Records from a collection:

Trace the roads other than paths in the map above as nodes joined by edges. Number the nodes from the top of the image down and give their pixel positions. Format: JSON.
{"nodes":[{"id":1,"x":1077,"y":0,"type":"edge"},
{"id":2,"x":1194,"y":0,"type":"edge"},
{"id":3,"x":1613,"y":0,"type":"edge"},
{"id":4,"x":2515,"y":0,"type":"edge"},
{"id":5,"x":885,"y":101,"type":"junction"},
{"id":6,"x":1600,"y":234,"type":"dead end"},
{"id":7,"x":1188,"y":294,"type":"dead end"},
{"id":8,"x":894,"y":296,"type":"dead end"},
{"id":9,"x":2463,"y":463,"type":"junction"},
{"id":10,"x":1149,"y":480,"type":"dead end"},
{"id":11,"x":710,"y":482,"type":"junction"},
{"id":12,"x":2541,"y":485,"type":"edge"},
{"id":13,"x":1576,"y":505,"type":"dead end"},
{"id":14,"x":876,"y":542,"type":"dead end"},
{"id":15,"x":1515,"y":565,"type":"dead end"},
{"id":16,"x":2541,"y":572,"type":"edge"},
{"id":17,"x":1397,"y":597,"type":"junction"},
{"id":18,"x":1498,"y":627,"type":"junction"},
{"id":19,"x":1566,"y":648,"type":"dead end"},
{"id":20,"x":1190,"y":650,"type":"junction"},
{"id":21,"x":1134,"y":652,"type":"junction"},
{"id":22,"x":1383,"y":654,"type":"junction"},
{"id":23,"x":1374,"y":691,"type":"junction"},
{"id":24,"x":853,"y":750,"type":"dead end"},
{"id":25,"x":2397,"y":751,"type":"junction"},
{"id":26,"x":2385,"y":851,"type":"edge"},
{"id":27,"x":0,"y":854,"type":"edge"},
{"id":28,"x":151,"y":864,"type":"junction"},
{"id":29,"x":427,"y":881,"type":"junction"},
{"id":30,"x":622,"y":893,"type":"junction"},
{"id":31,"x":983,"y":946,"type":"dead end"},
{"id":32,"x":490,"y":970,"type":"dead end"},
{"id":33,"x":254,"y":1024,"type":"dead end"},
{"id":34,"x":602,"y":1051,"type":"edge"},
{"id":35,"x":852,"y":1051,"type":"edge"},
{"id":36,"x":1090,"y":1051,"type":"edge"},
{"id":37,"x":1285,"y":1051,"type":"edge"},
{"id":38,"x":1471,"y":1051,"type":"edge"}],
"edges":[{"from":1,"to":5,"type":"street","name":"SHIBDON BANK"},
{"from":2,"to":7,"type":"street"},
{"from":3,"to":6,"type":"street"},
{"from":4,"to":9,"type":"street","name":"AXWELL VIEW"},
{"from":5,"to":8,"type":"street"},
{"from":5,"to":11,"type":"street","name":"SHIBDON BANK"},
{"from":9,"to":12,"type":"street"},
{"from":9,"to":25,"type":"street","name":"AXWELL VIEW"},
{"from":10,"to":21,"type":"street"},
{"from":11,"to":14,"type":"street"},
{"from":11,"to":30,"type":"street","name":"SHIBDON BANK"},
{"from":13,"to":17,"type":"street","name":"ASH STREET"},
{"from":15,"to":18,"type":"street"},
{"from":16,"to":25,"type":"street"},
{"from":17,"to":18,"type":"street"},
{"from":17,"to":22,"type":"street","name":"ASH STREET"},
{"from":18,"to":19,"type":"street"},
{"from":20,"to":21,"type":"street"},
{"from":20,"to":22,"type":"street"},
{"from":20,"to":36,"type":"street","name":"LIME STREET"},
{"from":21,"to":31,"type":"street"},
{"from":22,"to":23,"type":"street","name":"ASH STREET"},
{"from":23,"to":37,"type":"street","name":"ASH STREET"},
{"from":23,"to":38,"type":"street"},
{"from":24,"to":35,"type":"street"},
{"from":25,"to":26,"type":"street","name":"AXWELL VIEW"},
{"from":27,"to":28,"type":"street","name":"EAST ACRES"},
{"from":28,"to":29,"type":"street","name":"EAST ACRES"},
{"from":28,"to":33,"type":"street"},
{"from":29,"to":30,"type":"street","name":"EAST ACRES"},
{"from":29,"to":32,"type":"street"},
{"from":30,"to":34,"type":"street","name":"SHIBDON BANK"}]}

Exercise goal » Where in the entries above does the word "dead" appear? Copy each line that has it.

Exercise solution »
{"id":6,"x":1600,"y":234,"type":"dead end"},
{"id":7,"x":1188,"y":294,"type":"dead end"},
{"id":8,"x":894,"y":296,"type":"dead end"},
{"id":10,"x":1149,"y":480,"type":"dead end"},
{"id":13,"x":1576,"y":505,"type":"dead end"},
{"id":14,"x":876,"y":542,"type":"dead end"},
{"id":15,"x":1515,"y":565,"type":"dead end"},
{"id":19,"x":1566,"y":648,"type":"dead end"},
{"id":24,"x":853,"y":750,"type":"dead end"},
{"id":31,"x":983,"y":946,"type":"dead end"},
{"id":32,"x":490,"y":970,"type":"dead end"},
{"id":33,"x":254,"y":1024,"type":"dead end"},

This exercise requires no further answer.